Quienes han estudiado la actuación de los evangelizadores han pensado que, como cuando en Europa estaba en pleno desarrollo la corriente renacentista, renovadora de ideas e instituciones, forzosa y necesariamente semejante tendría que ser la actitud y el pensamiento de los frailes. Sin negar la existencia de esa modernidad, es necesario aclarar que las tradiciones medievales en la mente de los misioneros son todavía de mayor peso, conforme lo muestran innumerables hechos. Que en Europa naciera un hombre nuevo importó poco a los frailes, porque aquí, en estas nuevas tierras recién descubiertas, había millones de seres a los que había que dar "nacimiento" al modo cristiano. Esto era lo fundamental para ellos. Si el Renacimiento europeo promovía el descubrimiento de nuevas cosas, resucitaba hábitos e imponía modas y modos de vivir, era algo accesorio. En las viejas tradiciones de la Iglesia disponían de suficientes y mejores armas para liberar a los indios de las garras del demonio y convertirlos a la fe cristiana.
En la Sagrada Escritura, en los comentarios de los escritores y los Padres de la Iglesia, hallaron los evangelizadores de la Nueva España su inspiración y guía. Varias de las obras de Gerónimo, Ambrosio, Boecio, Leandro, Isidoro, Gregorio, Agustín de Hipona, Buenaventura, Francisco, Domingo, Tomás de Aquino y otros más vivieron en la conciencia de los religiosos y figuraron en algunas de las bibliotecas conventuales. Todos aquellos que con sus conocimientos dieron forma a la Edad Media en lo espiritual y en lo intelectual fueron manantial inagotable que habría de brotar constantemente a lo largo de su actuación.

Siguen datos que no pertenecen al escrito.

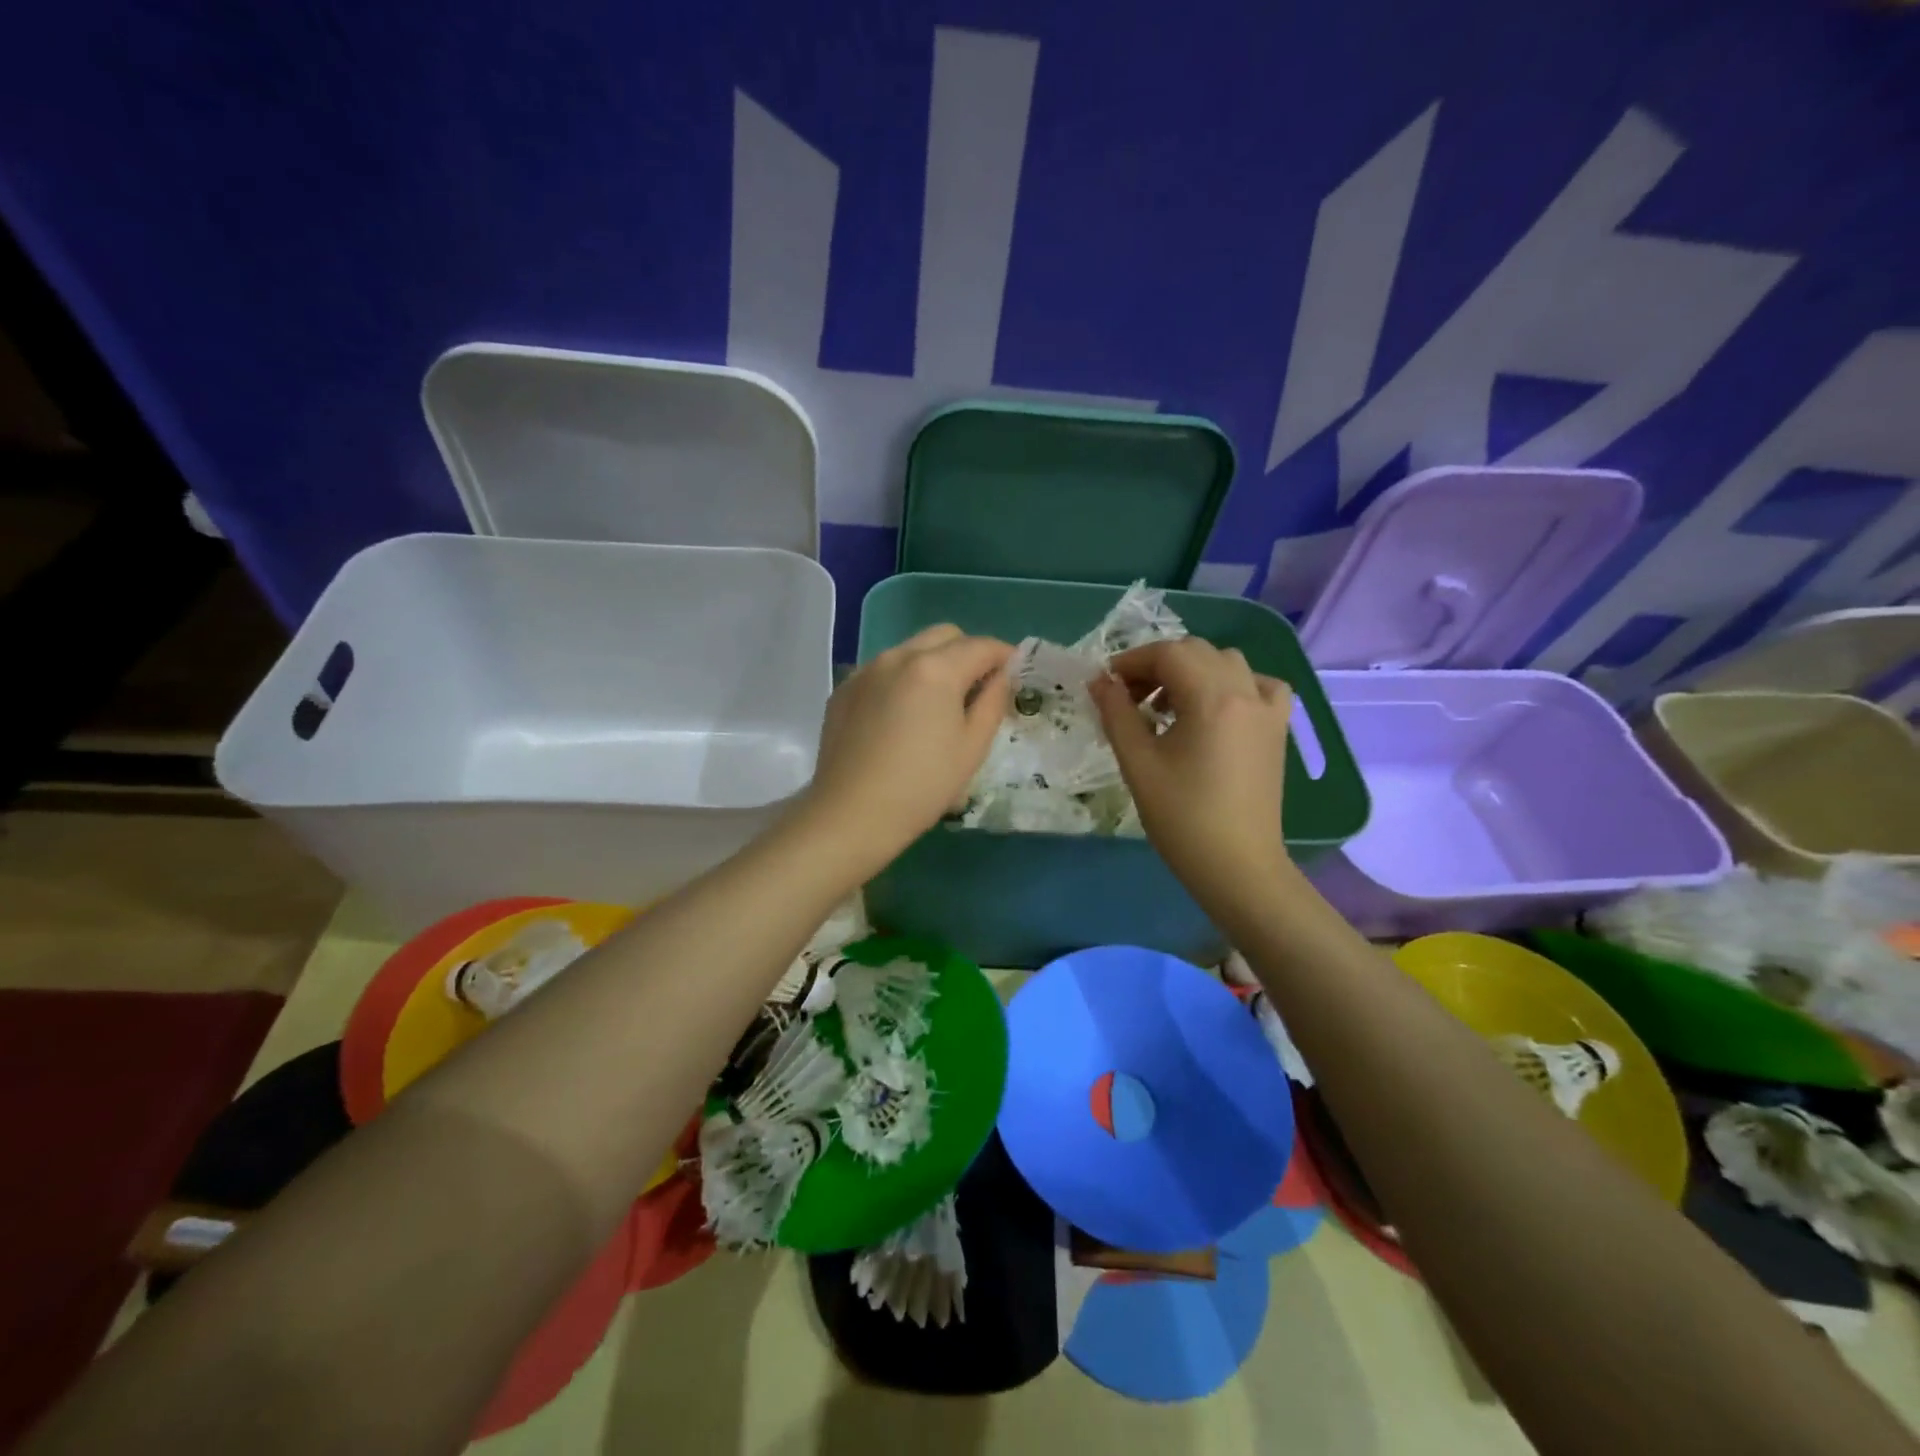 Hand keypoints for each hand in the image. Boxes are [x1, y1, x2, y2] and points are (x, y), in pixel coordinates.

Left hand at [795, 625, 1013, 880]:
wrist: (851, 815)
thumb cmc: (923, 786)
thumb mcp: (972, 747)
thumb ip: (993, 701)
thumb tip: (1001, 676)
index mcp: (935, 668)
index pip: (981, 646)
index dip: (1005, 656)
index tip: (1015, 673)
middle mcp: (898, 656)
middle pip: (944, 636)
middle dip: (968, 652)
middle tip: (978, 689)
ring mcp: (866, 670)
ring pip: (910, 649)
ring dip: (933, 664)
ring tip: (938, 704)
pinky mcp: (844, 690)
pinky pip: (883, 670)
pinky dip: (902, 680)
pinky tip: (901, 718)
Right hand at [1090, 638, 1294, 910]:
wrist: (1237, 866)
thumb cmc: (1182, 818)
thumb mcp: (1138, 763)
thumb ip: (1116, 714)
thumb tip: (1099, 681)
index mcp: (1212, 699)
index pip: (1168, 654)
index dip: (1131, 661)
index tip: (1106, 684)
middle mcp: (1245, 692)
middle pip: (1197, 652)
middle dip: (1158, 665)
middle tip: (1129, 697)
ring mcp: (1267, 709)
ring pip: (1228, 662)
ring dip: (1192, 671)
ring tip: (1167, 706)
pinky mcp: (1277, 729)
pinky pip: (1260, 685)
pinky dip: (1234, 684)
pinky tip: (1216, 708)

Por considerar que las tradiciones medievales son de fundamental importancia para comprender tanto la actitud de los misioneros como el arte prodicido en muchos de los conventos novohispanos, en el cuerpo de algunos capítulos habremos de mencionar brevemente aquellas que influyeron de manera directa en las costumbres de los frailes.
La
narración de todo cuanto hicieron esos religiosos en la Nueva España
queda fuera de los propósitos de este ensayo, que se concretará
principalmente al estudio del arte creado por los indios en los templos
y conventos erigidos por las tres órdenes de franciscanos, dominicos
y agustinos. Sin embargo, señalamos con cierta extensión
algunos aspectos poco o nada estudiados, pues su importancia es fundamental
para comprender el porqué de ciertos hechos y los intentos por resolver
determinados problemas. La terquedad de los indígenas, su vuelta
constante a la celebración de sus ritos religiosos y su oposición
a la prédica de los frailes tenía raíces profundas,
fincadas en un estudio profundo y razonado de sus creencias, llevado a
cabo en instituciones escolares de modo organizado. Por esta razón
me parece conveniente examinar con cuidado el tema que fue uno de los pilares
de la civilización mesoamericana, esto es la educación prehispánica.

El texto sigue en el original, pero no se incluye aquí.